Di fatto, sempre di più le Falkland si volgevano verso il paese più vicino, l'Argentina, da cui dipendevano per l'importazione del carburante e dei generi di prima necessità: andavano a Buenos Aires per una botta di vita, si curavano in Argentina e -in un'epoca in cui la tv satellitare non si era ancora diffusa -guardavano la tv argentina. Le Falkland si stavano così lentamente ri-malvinizzando. Se i generali Jorge Videla e Leopoldo Galtieri non le avessero invase, in pochi anni sarebbero state assimilate economicamente e culturalmente dall'Argentina. Ma la giunta militare stava perdendo consenso e -come spesso accade alle dittature -intraprese l'avventura delle Malvinas per risollevare il proprio prestigio e riacquistare popolarità, lanciandosi alla conquista di quattro scogli e tanti pinguini. Per gli stessi quattro scogli e pinguini, Margaret Thatcher inviò una flotta d'altri tempi che le permise di rivincere le elezioni in patria.
Ma da quel conflitto pretestuoso è nata una rivoluzione che ha cambiato la vita dei falklandesi: la povertà si è risolta in ricchezza, la tutela in autogoverno, e un nuovo, strano regime socioeconomico si è instaurato: la "seppiocrazia", come l'ha felicemente battezzata l'Observer. Innanzitutto, sull'isola è rimasto un contingente di 2.000 soldati britannici nella base di Mount Pleasant, e una piccola flotta continua stazionare a nella rada. Per mantenere la guarnigione Londra spende 120 milioni di euro l'anno e già questa è una bella iniezione di liquidità per l'isola.

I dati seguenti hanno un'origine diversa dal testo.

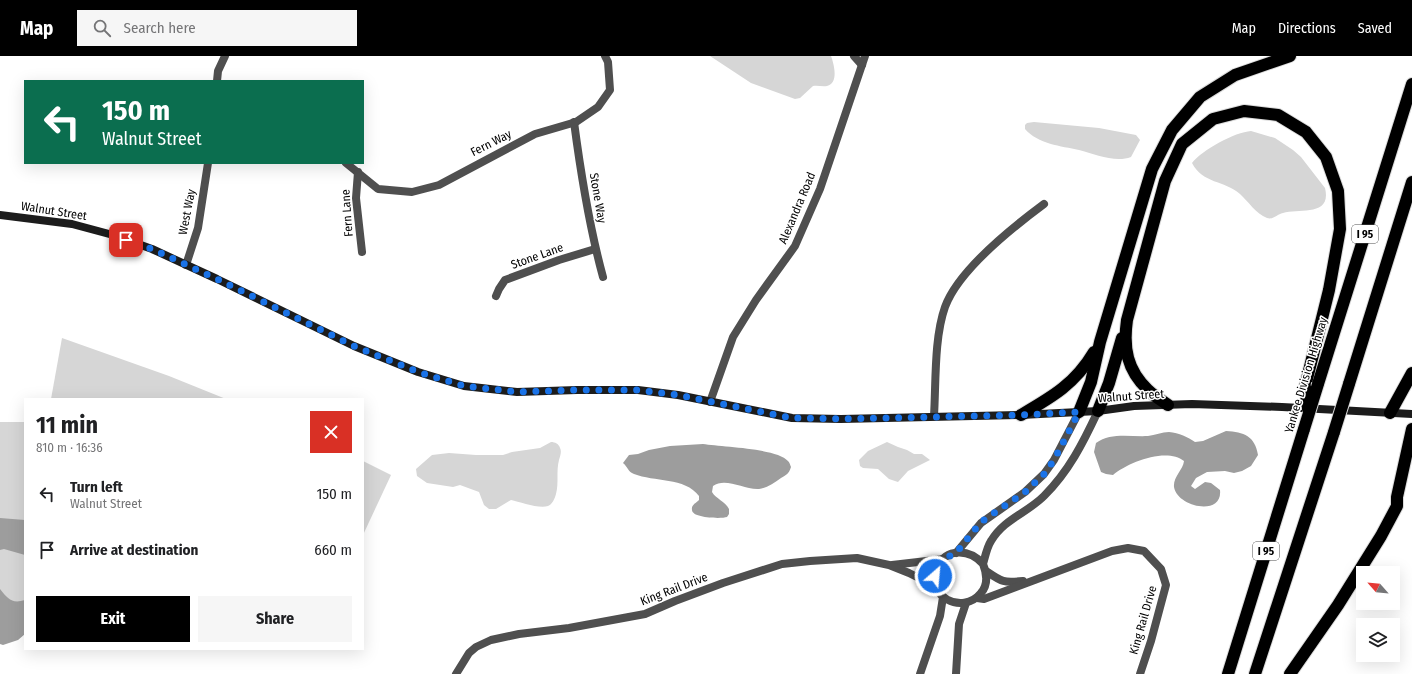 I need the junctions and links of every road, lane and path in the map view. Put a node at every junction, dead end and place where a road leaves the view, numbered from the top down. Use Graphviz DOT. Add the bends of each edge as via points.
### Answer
graph roads {
  1 [pos="225,56"];
  2 [pos="605,56"];
  3 [pos="854,56"];
  4 [pos="865,56"];
  5 [pos="1290,56"];
  6 [pos="862,64"];
  7 [pos="217,80"];
  8 [pos="1412,84"];
  9 [pos="574,122"];
  10 [pos="208,164"];
  11 [pos="347,164"];
  12 [pos="358,172"];
  13 [pos="1412,182"];
  14 [pos="1044,204"];
  15 [pos="0,215"];
  16 [pos="596,250"];
  17 [pos="362,252"];
  18 [pos="186,265"];
  19 [pos="603,277"];
  20 [pos="496,296"];
  21 [pos="1128,320"];
  22 [pos="1100,342"];
  23 [pos="1412,373"];
  24 [pos="710,402"];
  25 [pos="1168,405"];
  26 [pos="1098,411"];
  27 [pos="1079,412"];
  28 [pos="1390,413"];
  29 [pos="1412,414"];
  30 [pos="1021,415"];
  31 [pos="1308,415"];
  32 [pos="934,416"];
  33 [pos="1412,429"];
  34 [pos="956,553"];
  35 [pos="944,559"];
  36 [pos="889,566"];
  37 [pos="984,568"];
  38 [pos="1034,580"];
  39 [pos="937,587"];
  40 [pos="943,597"];
  41 [pos="977,598"];
  42 [pos="966,603"];
  43 [pos="456,674"];
  44 [pos="920,674"];
  45 [pos="956,674"];
  46 [pos="1140,674"];
  47 [pos="1228,674"];
  48 [pos="1255,674"];
  49 [pos="1290,674"];
  1 -- 7 [label="street"];
  2 -- 9 [label="street, Fern Way" via="608,62 610,90 598,107"];
  3 -- 6 [label="street"];
  4 -- 6 [label="street, Alexandra Road"];
  5 -- 22 [label="highway" via="1235,74 1200,97 1172,130 1152,169"];
  6 -- 24 [label="street, Alexandra Road" via="820,189 795,246 733,337"];
  8 -- 31 [label="highway, Yankee Division Highway / I 95, bridge"];
  9 -- 12 [label="street, Fern Way" via="535,134 439,185 412,192 378,189"];
  9 -- 16 [label="street, Stone Way" via="582,183"];
  10 -- 18 [label="street, West Way" via="198,228"];
  11 -- 12 [label="street, Fern Way"];
  12 -- 17 [label="street, Fern Lane" via="356,198"];
  13 -- 48 [label="highway, I 95, bridge"];
  14 -- 32 [label="street" via="1017,224 971,268 956,287 946,306 940,331"];
  15 -- 18 [label="main road, Walnut Street" via="72,224 152,249"];
  16 -- 19 [label="street, Stone Way"];
  16 -- 20 [label="street, Stone Lane" via="559,260 505,280"];
  18 -- 24 [label="main road, Walnut Street" via="354,346 418,372 464,386 517,392 638,390"];
  21 -- 25 [label="highway" via="1125,348 1130,364 1148,391"];
  21 -- 26 [label="highway"];
  21 -- 31 [label="highway, bridge" via="1165,181 1182,144 1213,119 1244,110 1278,115 1306,132 1316,144 1326,157 1338,191 1340,229 1329,290 1305,387"];
  22 -- 27 [label="highway" via="1091,382"];
  22 -- 30 [label="highway" via="1087,364 1072,381 1054,396"];
  23 -- 28 [label="highway"];
  24 -- 32 [label="main road, Walnut Street" via="792,418"];
  25 -- 26 [label="main road, Walnut Street"];
  25 -- 28 [label="main road, Walnut Street" via="1282,406"];
  26 -- 27 [label="main road, Walnut Street"];
  26 -- 37 [label="street" via="1068,467 1043,497 1003,525 990,542"];
  27 -- 30 [label="main road, Walnut Street"];
  27 -- 34 [label="street" via="1044,474 1025,492 981,522"];
  28 -- 29 [label="main road, Walnut Street"];
  30 -- 32 [label="main road, Walnut Street"];
  31 -- 47 [label="highway, Yankee Division Highway / I 95, bridge"];
  33 -- 49 [label="highway" via="1397,506 1382,536"];
  34 -- 35 [label="street"];
  34 -- 37 [label="street" via="968,553 978,558"];
  35 -- 36 [label="street, King Rail Drive"];
  35 -- 39 [label="street" via="936,570"];
  36 -- 39 [label="street, King Rail Drive"];
  36 -- 43 [label="street, King Rail Drive" via="857,558 773,566 645,614 491,640 469,653"];
  37 -- 38 [label="street, King Rail Drive" via="1000,581 1008,583"];
  37 -- 41 [label="street" via="987,581"];
  38 -- 41 [label="street, King Rail Drive" via="984,599"];
  38 -- 46 [label="street, King Rail Drive" via="1112,551 1128,548 1144,551 1161,568 1166,585"];
  39 -- 40 [label="street"];
  40 -- 42 [label="street" via="954,603"];
  40 -- 44 [label="street" via="940,616"];
  41 -- 42 [label="street"];
  42 -- 45 [label="street" via="959,624"];
} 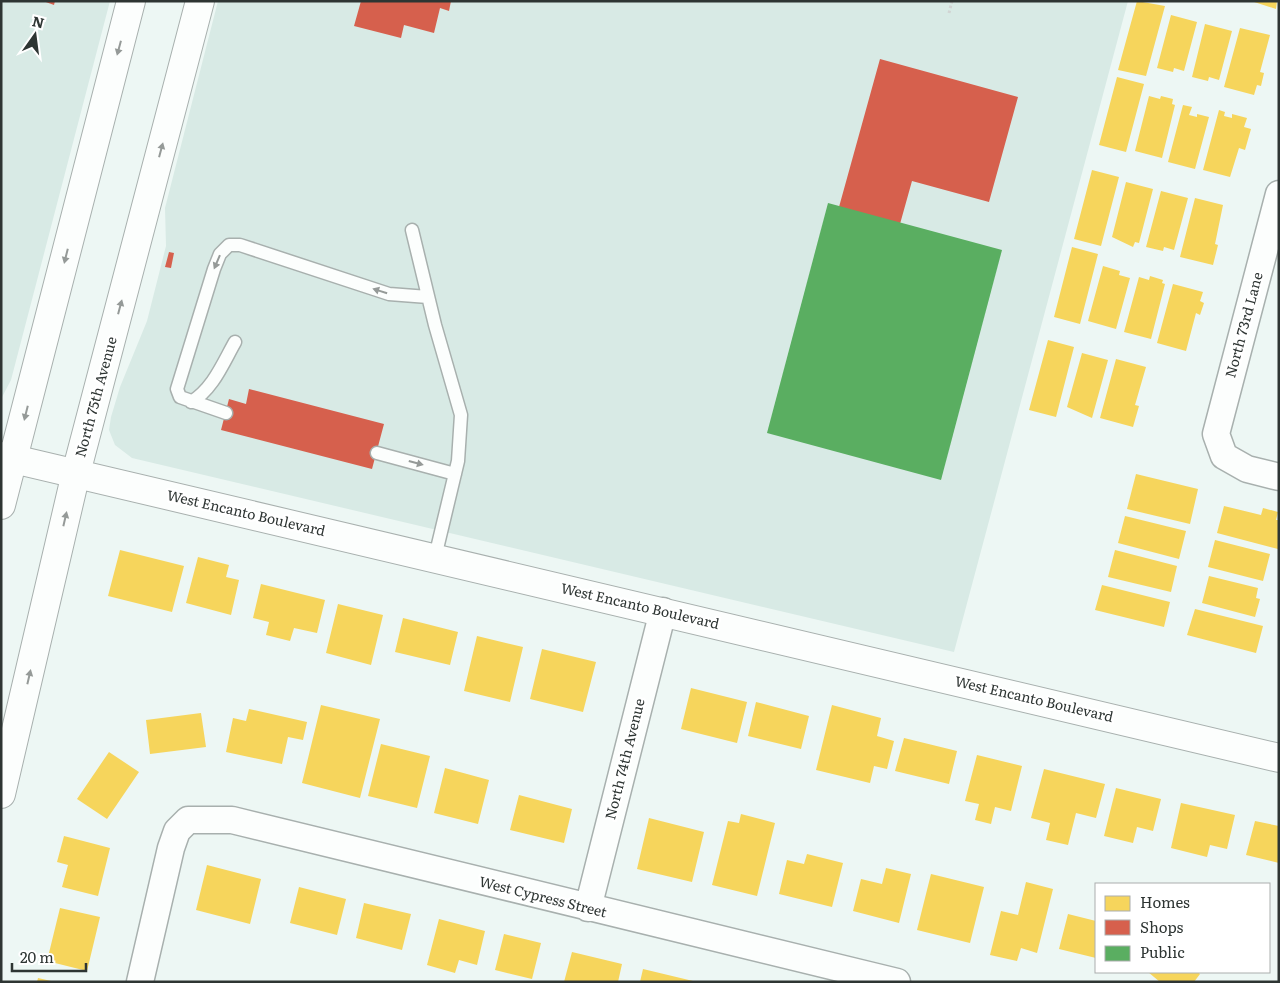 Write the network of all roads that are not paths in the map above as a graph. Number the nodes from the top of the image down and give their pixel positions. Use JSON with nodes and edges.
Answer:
{"nodes":[{"id":1,"x":131,"y":1,"type":"edge"},
{"id":2,"x":200,"y":1,"type":"edge"},
{"id":3,"x":1279,"y":194,"type":"edge"},
{"id":4,"x":412,"y":230,"type":"dead end"},
{"id":5,"x":428,"y":297,"type":"junction"},
{"id":6,"x":235,"y":342,"type":"dead end"},
{"id":7,"x":191,"y":402,"type":"junction"},
{"id":8,"x":226,"y":413,"type":"dead end"},
{"id":9,"x":376,"y":453,"type":"dead end"},
{"id":10,"x":8,"y":457,"type":"edge"},
{"id":11,"x":76,"y":472,"type":"junction"},
{"id":12,"x":455,"y":474,"type":"junction"},
{"id":13,"x":1279,"y":477,"type":"edge"},
{"id":14,"x":1,"y":505,"type":"edge"},
{"id":15,"x":435,"y":557,"type":"junction"},
{"id":16,"x":663,"y":611,"type":"junction"},
{"id":17,"x":1279,"y":758,"type":"edge"},
{"id":18,"x":1,"y":794,"type":"edge"},
{"id":19,"x":588,"y":908,"type":"junction"},
{"id":20,"x":140,"y":982,"type":"edge"},
{"id":21,"x":897,"y":982,"type":"edge"}],
"edges":[{"from":1,"to":10,"type":"main road","one_way":true},
{"from":11,"to":2,"type":"main road","name":"North 75th Avenue","one_way":true},
{"from":3,"to":13,"type":"street","name":"North 73rd Lane"},
{"from":4,"to":5,"type":"lane"},
{"from":5,"to":7,"type":"lane","one_way":true},
{"from":5,"to":12,"type":"lane"},
{"from":6,"to":7,"type":"lane"},
{"from":7,"to":8,"type":"lane"},
{"from":9,"to":12,"type":"lane","one_way":true},
{"from":10,"to":11,"type":"main road","name":"West Encanto Boulevard"},
{"from":10,"to":14,"type":"main road"},
{"from":11,"to":15,"type":"main road","name":"West Encanto Boulevard"},
{"from":18,"to":11,"type":"main road","name":"North 75th Avenue","one_way":true},
{"from":12,"to":15,"type":"lane"},
{"from":15,"to":16,"type":"main road","name":"West Encanto Boulevard"},
{"from":16,"to":17,"type":"main road","name":"West Encanto Boulevard"},
{"from":16,"to":19,"type":"street","name":"North 74th Avenue"},
{"from":19,"to":20,"type":"street","name":"West Cypress Street"},
{"from":19,"to":21,"type":"street","name":"West Cypress Street"}]} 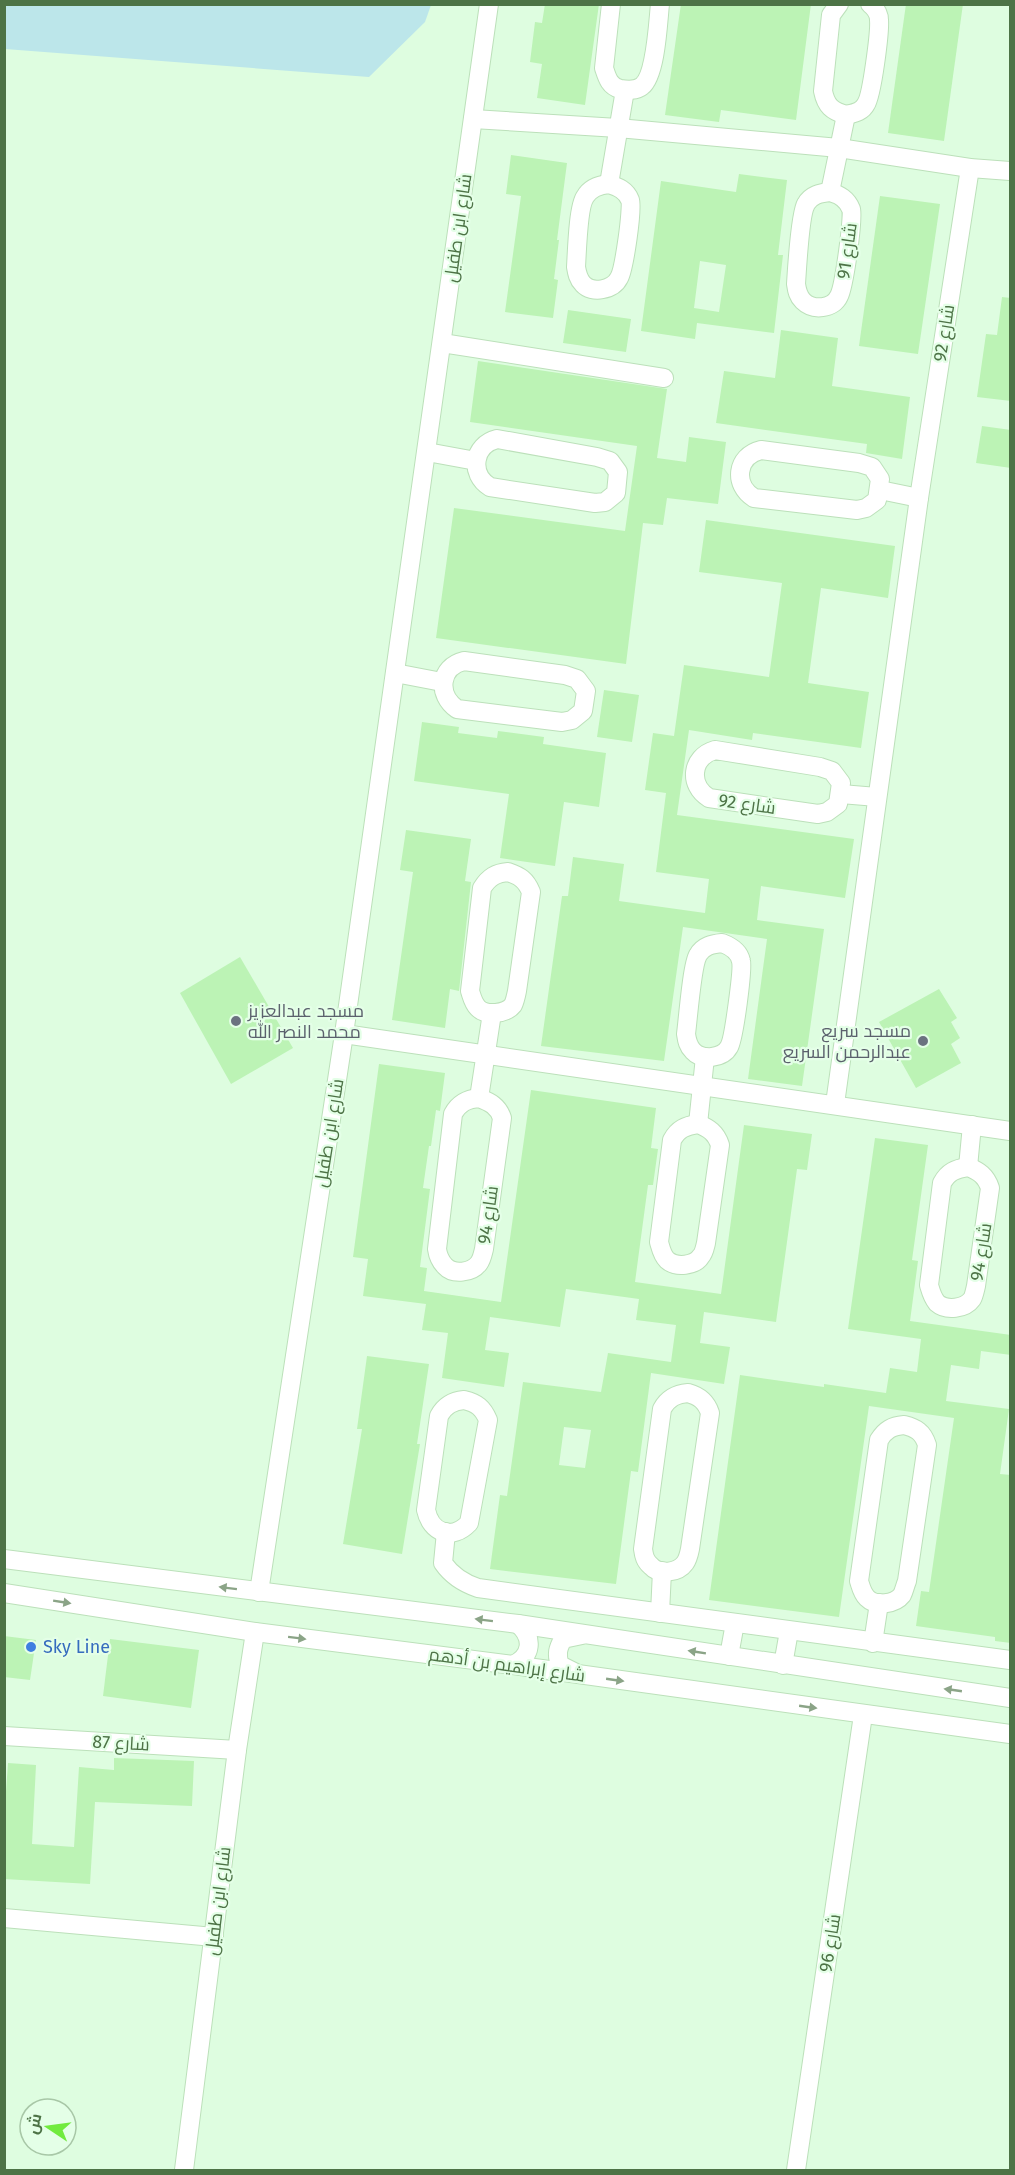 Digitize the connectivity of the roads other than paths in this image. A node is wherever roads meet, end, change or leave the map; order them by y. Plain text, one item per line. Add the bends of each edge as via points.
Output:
1 (489, 4) edge
2 (611, 4) edge
3 (660, 4) edge
4 (839, 4) edge
5 (870, 4) edge
6 (625, 90) junction
7 (846, 115) junction
8 (473, 119) junction
9 (618, 128) junction
10 (839, 148) junction
11 (970, 168) junction
12 (1011, 171) edge
13 (609, 184) junction
14 (830, 192) junction
15 (442, 343) junction
16 (663, 378) dead end
17 (427, 452) junction
18 (476, 461) junction
19 (880, 490) junction
20 (919, 498) junction
21 (395, 673) junction
22 (442, 682) junction
23 (841, 795) junction
24 (877, 797) junction
25 (492, 1013) junction
26 (344, 1034) junction
27 (486, 1054) junction
28 (705, 1057) junction
29 (702, 1086) junction
30 (479, 1098) junction
31 (835, 1104) junction
32 (698, 1124) junction
33 (972, 1125) junction
34 (1011, 1131) edge
35 (968, 1167) junction
36 (446, 1532) junction
37 (4, 1559) edge
38 (662, 1571) junction
39 (259, 1592) junction
40 (4, 1593) edge
41 (879, 1603) junction
42 (660, 1614) junction
43 (735, 1623) junction
44 (518, 1624) junction
45 (789, 1631) junction
46 (255, 1632) junction
47 (586, 1634) junction
48 (873, 1642) junction
49 (729, 1656) junction
50 (1011, 1660) edge
51 (513, 1665) junction
52 (783, 1665) junction
53 (579, 1675) junction
54 (1011, 1698) edge
55 (863, 1715) junction
56 (1011, 1734) edge
57 (4, 1736) edge
58 (237, 1750) junction
59 (4, 1918) edge
60 (214, 1937) junction
61 (184, 2170) edge
62 (796, 2170) edge

1 - 8 street, شارع ابن طفيل
2 - 6 street via 604,68 611,84
3 - 6 street via 648,81 637,90
4 - 7 street via 831,15 823,91 830,108
5 - 7 street via 879,19 870,92 867,104
6 - 9 street
7 - 10 street
8 - 9 street
8 - 15 street, شارع ابن طفيل
9 - 10 street
9 - 13 street
10 - 11 street
10 - 14 street
11 - 12 street
11 - 20 street, شارع 92
13 - 13 street via 591,189 583,200 576,267 583,283 597,289 608,289 619,280 631,204 626,192
14 - 14 street, شارع 91 via 820,193 804,208 796,284 803,301 819,308 839,297 852,212 846,200
15 - 16 street
15 - 17 street, شارع ابن طفيل
17 - 18 street
17 - 21 street, شارع ابن طفيل
18 - 18 street via 476,470 490,487 595,503 612,498 618,484 618,472 610,461 597,456 497,439 485,444
19 - 19 street via 880,479 872,467 760,450 748,455 739,472 744,490 754,498 857,510 874,504
19 - 20 street
20 - 24 street, شارع 92
21 - 22 street
21 - 26 street, شارع ابن طفيل
22 - 22 street via 447,700 457,709 562,722 579,716 585,702 586,691 577,679 475,662 452,666
23 - 23 street, شارع 92 via 841,783 832,771 715,750 703,755 694,772 699,790 709,798 818,814 834,808
23 - 24 street
24 - 31 street, شارع 92
25 - 25 street via 502,1013 513,1004 531,892 525,880 508,872 485,882 479,911 470,991 477,1008
25 - 27 street
26 - 27 street
26 - 39 street, شارع ابن طفيل
27 - 29 street
27 - 30 street
28 - 28 street via 723,1054 733,1035 742,963 736,951 722,943 704,948 696,958 686,1034 693,1051
28 - 29 street
29 - 31 street
29 - 32 street
30 - 30 street, شارع 94 via 461,1103 453,1114 437,1249 444,1265 456,1271 474,1268 484,1249 502,1118 496,1106
31 - 33 street
32 - 32 street via 680,1130 672,1140 659,1242 666,1259 679,1264 691,1264 702,1255 720,1144 714,1133
33 - 34 street
33 - 35 street
35 - 35 street, شارع 94 via 958,1168 942,1183 929,1285 936,1302 949,1308 961,1307 972,1298 990,1188 984,1176
36 - 36 street via 458,1532 469,1523 488,1420 482,1408 464,1400 447,1405 439,1416 426,1510 433,1527
36 - 42 street via 443,1563 465,1584
39 -> 37 street
38 - 38 street via 675,1571 688,1556 710,1413 704,1401 687,1393 670,1398 662,1409 643,1549 650,1566
38 - 42 street
44 -> 39 street
40 -> 46 street, شارع إبراهيم بن أدهم
41 - 41 street via 896,1600 903,1594 907,1581 927,1445 921,1433 904,1425 886,1430 877,1452 860,1581 866,1598
41 - 48 street
42 - 43 street
43 - 45 street
43 - 49 street
44 - 47 street
44 - 51 street via 525,1630 530,1646 527,1655
45 - 48 street
45 - 52 street
46 -> 51 street, شارع إبراهيم بن أدهم
46 - 58 street, شارع ابن طفيل
49 -> 47 street
47 - 53 street via 563,1639 558,1647 560,1665
48 - 50 street
49 - 52 street
51 - 53 street, شارع إبراهيم بن أدهم
54 -> 52 street
53 -> 55 street, شارع إبراهيم بن أدهم
55 - 56 street, شارع إبراهيم بن أدهم
55 - 62 street, شارع 96
57 - 58 street, شارع 87
58 - 60 street, شارع ابن طفيل
59 - 60 street
60 - 61 street, شارع ابن طفيل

C'è di più. Per giustificare a posteriori la guerra appena combattuta, Londra ha dovuto attuare quella britannicità delle Falkland di cui fino all'invasione argentina si era infischiata, ma che aveva invocato per giustificarne la sovranità. Così dopo il 1982 è stata varata una vera riforma agraria e oggi i falklandesi possono essere proprietari delle terre. Sono cittadini britannici a pieno titolo e usufruiscono del sistema sanitario inglese: per i casi più gravi, vengono trasportati ricoverati gratis in Inghilterra. Ma, soprattutto, proprio per la presenza della flotta inglese, hanno potuto sfruttare quella risorsa che, sempre secondo l'Observer, "è per le Falkland quello che per il Kuwait è il petrolio", cioè il calamaro e la seppia. Le profondità oceaniche ospitano infatti i calamari più gustosi della terra (di due qualità: una più grande, l'illex, e una più piccola, il loligo). Vengono pescati di notte, attirati fuori dagli abissi da fari così potenti che sulle foto satellitari sono luminosi quanto le città di Rio e di Buenos Aires.
I calamari c'erano anche prima, si dirà, quindi perché mai non li hanno pescati prima? Perché prima non c'erano navi inglesi che difendessero le acque territoriali delle Falkland dalle intrusioni dei pescherecci giapponesi e di Taiwan. Si verifica qui ancora una volta la verità di quel che già nel 1614 aveva scritto ai reggenti (Heeren) il rude e spregiudicato agente della Compagnia delle Indie Olandesi, Jan Pietertszoon Coen: "Le Vostre Eccellenze dovrebbero sapere per esperienza che il commercio in Asia ha da essere attivato e mantenuto sotto la protezione e il favore delle armi delle Vostre Eccellenze, e che dette armi devono essere pagate con i profitti del commercio, laonde per cui non si può far commercio senza guerra né guerra senza commercio". Questo per rimettere al suo posto la pretesa dei liberisti di ogni stampo e di ogni epoca che il commercio è apportatore di pace tra i popoli.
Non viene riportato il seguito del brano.